Теперь уже удивилась Маринка:

– Ты что, и вправду собираешься с ним идти? Я думала, ты шутишь. Пляж здесь есть, но речка грязновата, это тебе не бассейн. Если ты надеешься, что этот надоеда даст тебе спокойно полежать и позагорать, то ты сильно ошибаешься. Он одними вопросами замучает: что это, а что то? И следить за ним все время надо: чтобы в воду не полез, чтобы песок себе в волосы и глаза не насыпал, чтобы не испачкался, чтобы не упал – короче, замучаешься.

Я хотела возразить, что ребенок на то и ребенок, чтобы везде лезть, задавать вопросы и что ни один ребенок еще не вырос без синяков, шишек и порванной одежды. А относительно загара, то в движении он даже лучше пристает, да и полезнее двигаться, чем лежать. Но потом раздумала, все это давно известные истины, если бы она хотела, то и без меня их знала бы. Вместо этого я попросила показать, где меня устроили.

– Не знаю, – зевнула Маринка, – наверное, в одной из гостевых комнат на втором этаже, подожди, сейчас мамахен придет и все тебе покажет.

Я удивилась Маринкиной лени и безразличию, но уже шла Нина Федоровна, извиняясь, что еще не показала отведенную мне комнату. Комната на втором этаже была небольшая, квадратная, оклеенная желтыми в мелкие серебристые цветочки обоями. Нина Федоровна показала мне санузел, извинившись, что он без ванны. Ванны действительно не было, зато были унитаз, умывальник и душевая кабина, чему я была очень рада. Но что добило меня, так это балкон с видом на реку. И сосновый бор за ней. На балконе стояло кресло-качалка, я тотчас в него уселась, собираясь полюбоваться рекой. Прошло всего несколько минут, и я укачалась. Проснулась я около четырех, воздух был знойным, и я вся была мокрая от пота. Поплескавшись под душем и сменив одежду, я спустилась вниз, раздумывая, как долго будет спать мальчик, но уже в холле услышала его голос, он спрашивал обо мне.

На пляж мы пошли втроем, Маринка все-таки решила пойти с нами. Нина Федоровна снабдила нас всем необходимым, на ее взгляд, конечно, этого необходимого набралось две сумки, словно мы собирались в длительный поход. Одну сумку ворча понесла Маринка, другую, из которой выглядывал большой термос, – я. Валерик нес надувной мяч и совок. Мое необходимое было при мне: купальник надет, очки от солнца на носу, кепка на голове, крем от загара в кармане шорт. Пляж мне понравился, большой, частью травяной, частью песчаный. Здесь были оборудованы раздевалки, стояли лежаки, навесы от солнца – все это роскошество было огорожено и охранялось.

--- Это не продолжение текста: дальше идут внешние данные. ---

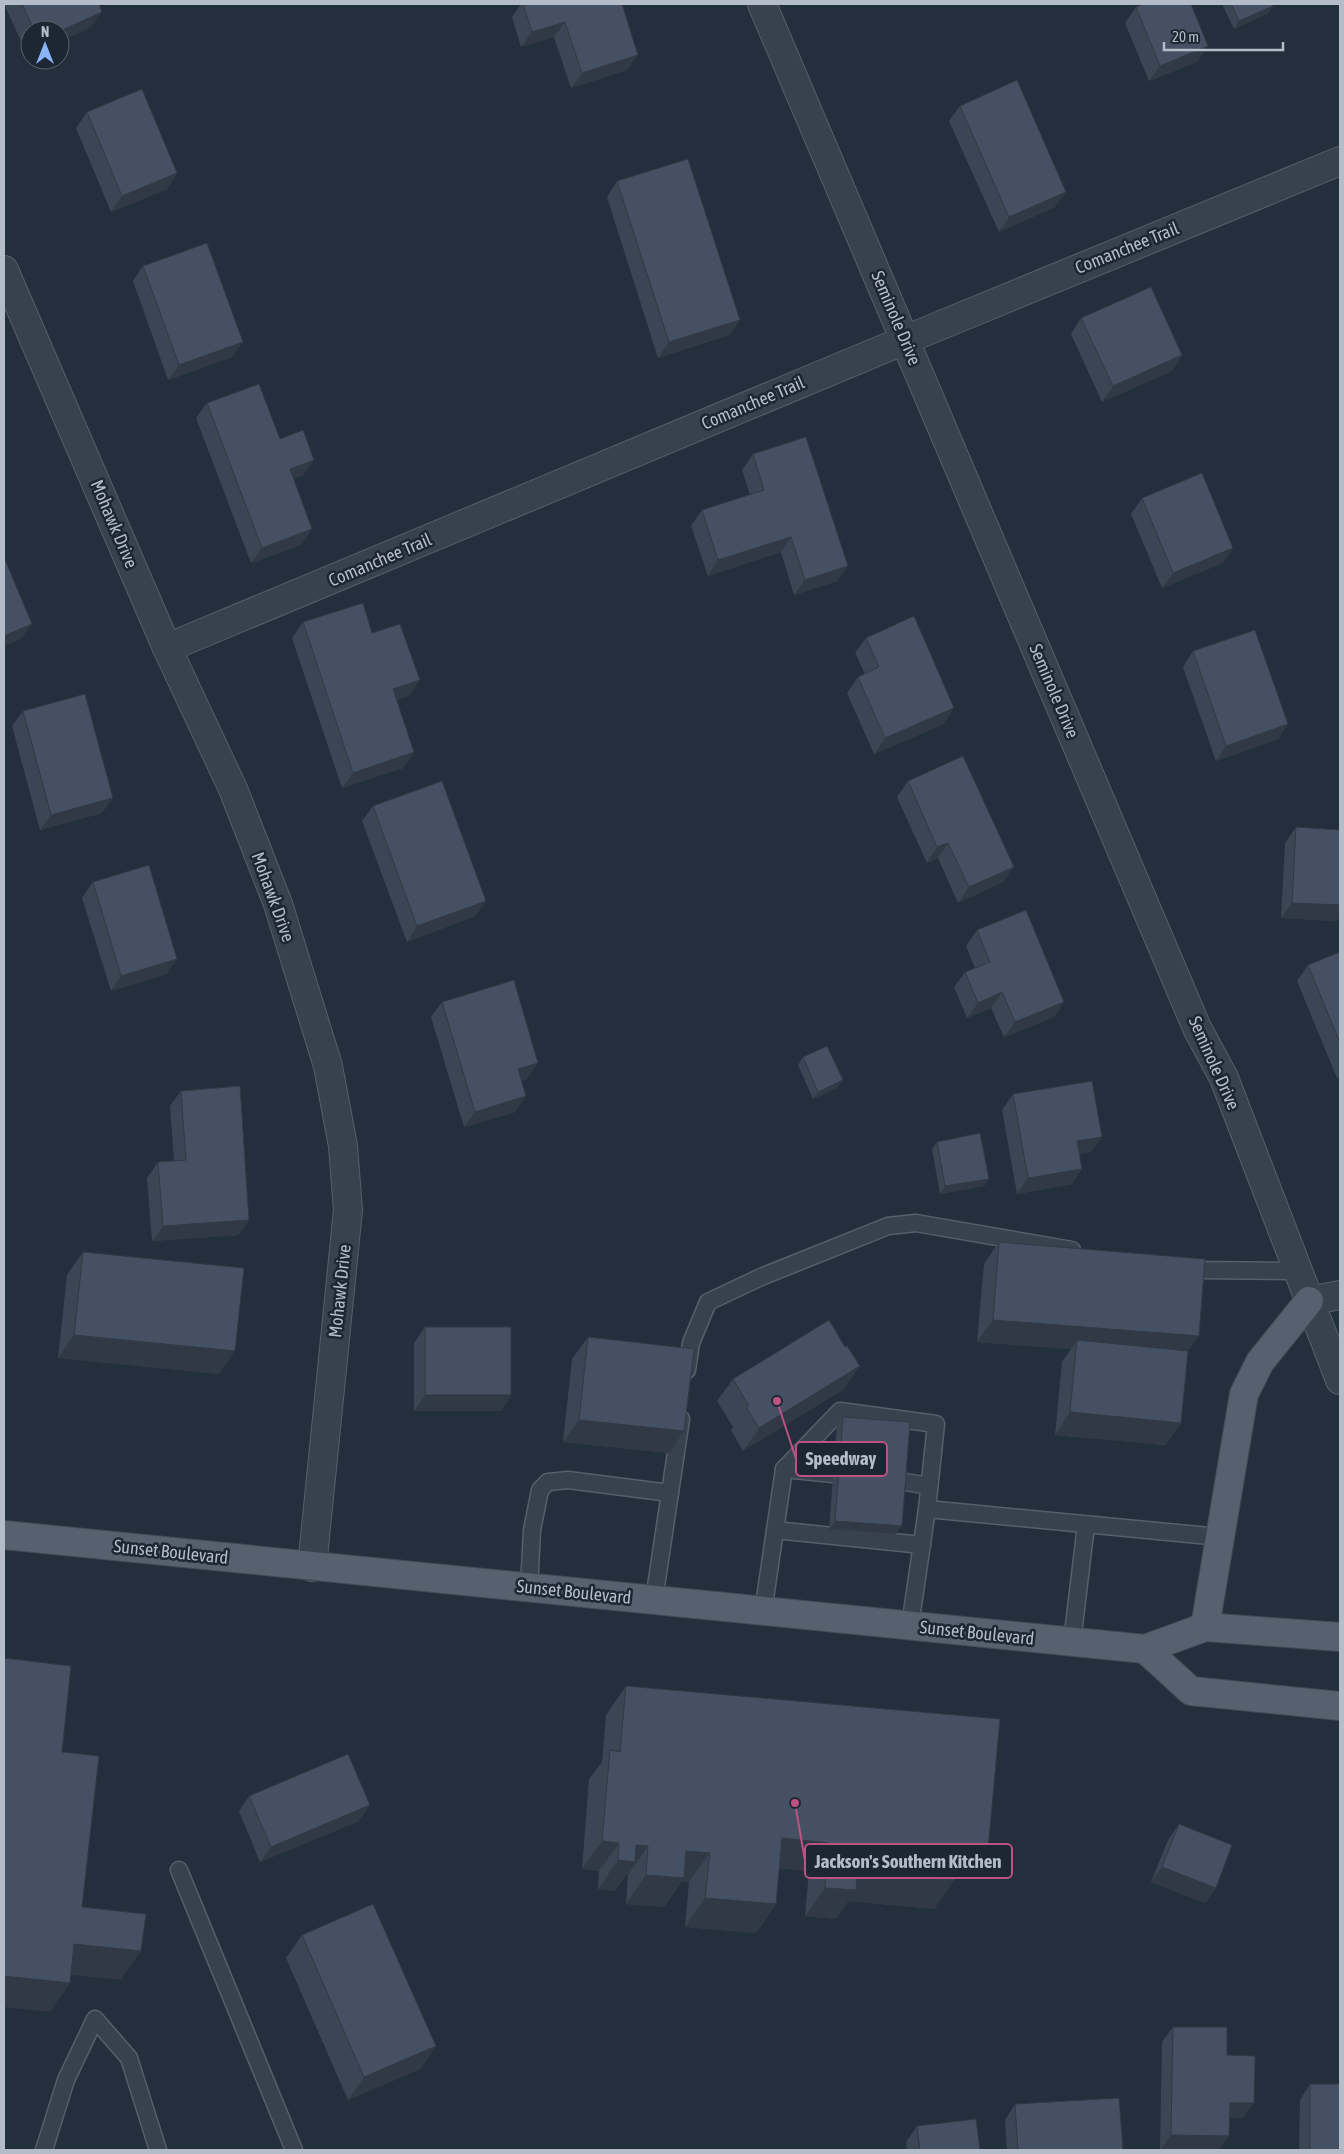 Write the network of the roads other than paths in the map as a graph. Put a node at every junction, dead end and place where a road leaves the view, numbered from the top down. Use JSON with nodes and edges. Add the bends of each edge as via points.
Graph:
{"nodes":[{"id":1,"x":762,"y":4,"type":"edge"},
{"id":2,"x":1340,"y":161,"type":"edge"},
{"id":3,"x":4,"y":270,"type":"edge"},
{"id":4,"x":905,"y":340,"type":"junction"},
{"id":5,"x":167,"y":648,"type":"junction"},
{"id":6,"x":1091,"y":1253,"type":"edge"},
{"id":7,"x":1167,"y":1265,"type":"edge"},
{"id":8,"x":1298,"y":1272,"type":"junction"},
{"id":9,"x":1340,"y":1295,"type":"edge"},
{"id":10,"x":1309,"y":1301,"type":"junction"},
{"id":11,"x":1340,"y":1380,"type":"edge"},
{"id":12,"x":784,"y":1469,"type":"junction"},
{"id":13,"x":833,"y":1474,"type":"dead end"},
{"id":14,"x":900,"y":1481,"type":"edge"},
{"id":15,"x":929,"y":1486,"type":"junction"},
{"id":16,"x":670,"y":1493,"type":"junction"},
{"id":17,"x":927,"y":1509,"type":"junction"},
{"id":18,"x":1086,"y":1525,"type":"junction"},
{"id":19,"x":775,"y":1530,"type":"junction"},
{"id":20,"x":4,"y":1535,"type":"edge"},
{"id":21,"x":1220,"y":1537,"type":"junction"},
{"id":22,"x":922,"y":1545,"type":"junction"},
{"id":23,"x":312,"y":1567,"type":"junction"},
{"id":24,"x":528,"y":1588,"type":"junction"},
{"id":25,"x":654,"y":1600,"type":"junction"},
{"id":26,"x":763,"y":1612,"type":"junction"},
{"id":27,"x":910,"y":1626,"type":"junction"},
{"id":28,"x":1205,"y":1628,"type":"junction"},
{"id":29,"x":1340,"y":1636,"type":"edge"},
{"id":30,"x":1072,"y":1642,"type":"junction"},
{"id":31,"x":1145,"y":1649,"type":"junction"},
{"id":32,"x":1340,"y":1706,"type":"edge"},
{"id":33,"x":179,"y":1870,"type":"dead end"},
{"id":34,"x":44,"y":2150,"type":"edge"},
{"id":35,"x":158,"y":2150,"type":"edge"},
{"id":36,"x":294,"y":2150,"type":"edge"}],
"edges":[{"from":1,"to":4,"type":"street","name":"Seminole Drive"},
{"from":2,"to":4,"type":"street","name":"Comanchee Trail"},
{"from":3,"to":5,"type":"street","name":"Mohawk Drive"},
{"from":4,"to":5,"type":"street","name":"Comanchee Trail"},
{"from":4,"to":8,"type":"street","name":"Seminole Drive","via":[[1197,1028],[1224,1078]]},
{"from":5,"to":23,"type":"street","name":"Mohawk Drive","via":[[232,790],[278,904],[328,1066],[344,1146],[348,1210]]},
{"from":6,"to":16,"type":"lane","via":[[916,1223],[888,1226],[708,1302],[691,1343]]},
{"from":7,"to":8,"type":"lane","via":[[1196,1270]]},
{"from":8,"to":10,"type":"street","name":"Seminole Drive"},
{"from":9,"to":10,"type":"street"},
{"from":10,"to":11,"type":"street","name":"Seminole Drive"},
{"from":10,"to":21,"type":"main road","via":[[1260,1362],[1244,1394]]},
{"from":12,"to":13,"type":"lane"},
{"from":12,"to":15,"type":"lane","via":[[840,1411],[936,1424]]},
{"from":12,"to":19,"type":"lane"},
{"from":14,"to":15,"type":"lane"},
{"from":15,"to":17,"type":"lane"},
{"from":16,"to":24,"type":"lane","via":[[568,1480],[548,1482],[540,1490],[532,1530]]},
{"from":16,"to":25,"type":"lane"},
{"from":17,"to":18,"type":"lane"},
{"from":17,"to":22,"type":"lane"},
{"from":18,"to":21,"type":"lane"},
{"from":18,"to":30,"type":"lane"},
{"from":19,"to":22,"type":"lane"},
{"from":19,"to":26,"type":"lane"},
{"from":20,"to":23,"type":"main road","name":"Sunset Boulevard"},
{"from":21,"to":28,"type":"main road"},
{"from":22,"to":27,"type":"lane"},
{"from":23,"to":24,"type":"main road","name":"Sunset Boulevard"},
{"from":24,"to":25,"type":"main road","name":"Sunset Boulevard"},
{"from":25,"to":26,"type":"main road","name":"Sunset Boulevard"},
{"from":26,"to":27,"type":"main road","name":"Sunset Boulevard"},
{"from":27,"to":30,"type":"main road","name":"Sunset Boulevard"},
{"from":28,"to":29,"type":"main road","name":"Sunset Boulevard"},
{"from":28,"to":31,"type":"main road","name":"Sunset Boulevard"},
{"from":30,"to":31,"type":"main road","name":"Sunset Boulevard"},
{"from":31,"to":32,"type":"main road","via":[[1191,1691]]},
{"from":33,"to":36,"type":"lane"},
{"from":34,"to":35,"type":"lane","via":[[66,2080],[95,2019],[129,2058]]}]}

Маринка расположилась на лежаке в мини-бикини, подставляя солнцу пышное незагорелое тело. Все мои призывы хоть чуть-чуть подвигаться и объяснения, что столько лежать вредно, действия не возымели. Махнув на нее рукой, я быстро разделась, намазалась кремом и раздела ребенка до трусиков, не забыв оставить ему кепку. Мы и бегали, и прыгали, и строили из песка волшебный замок, и играли в футбол. Какое-то время Маринка, снисходительно улыбаясь, следила за нашей возней, но потом уснула. Мы разбудили ее брызгами, отряхиваясь после купания прямо над ней, словно две собаки. Маринка заверещала, села и вдруг уставилась на нас круглыми от ужаса глазами. Не понимая, что ее так напугало, я оглянулась – за нами никого не было. Валерик отступил от матери на шажок и потупился. Оказалось, что ребенку запрещалось даже близко подходить к воде. Чертенок конечно же знал об этом, но мне не сказал, а самой мне такое и в голову не могло прийти – на пляже в тридцатиградусную жару запрещать ребенку купаться! Мы тут же стали собираться домой, Маринка выглядела недовольной, но я и не думала волноваться. Пусть хоть на голову встанут, а мальчик успел и набегаться, и накупаться, он шел домой усталый, но счастливый, крепко держал меня за руку и все норовил заглянуть мне в лицо. Я подмигнула ему, и он залился радостным детским смехом. Нормальный жизнерадостный малыш.

Я приготовилась выдержать бурю, но буря была тихая. Маринка о купании вообще не заикалась, ее явно интересовал только ужин, а Нина Федоровна, поминутно вздыхая, мягко попеняла на мое неразумное поведение, тщательно перечислив все опасности, подстерегающие ребенка в воде: грязь, микробы, пиявки, захлебнется, утонет. Я выслушала ее с самым серьезным видом и не менее тщательно перечислила все опасности малоподвижного образа жизни ребенка: раннее ожирение, слабость мышц, пониженный жизненный тонус, апатия, склонность к замкнутости и, как следствие всего этого, неустойчивое состояние нервной системы, нарушения психики. Картину я нарисовала, что и говорить, мрачную. Нина Федоровна ужаснулась до онемения. Придя в себя и усвоив полученную информацию, она благоговейно спросила:

– Асенька, ты так много знаешь о детях, так хорошо разбираешься в детских вопросах… Ты специалист какой или у тебя свои дети?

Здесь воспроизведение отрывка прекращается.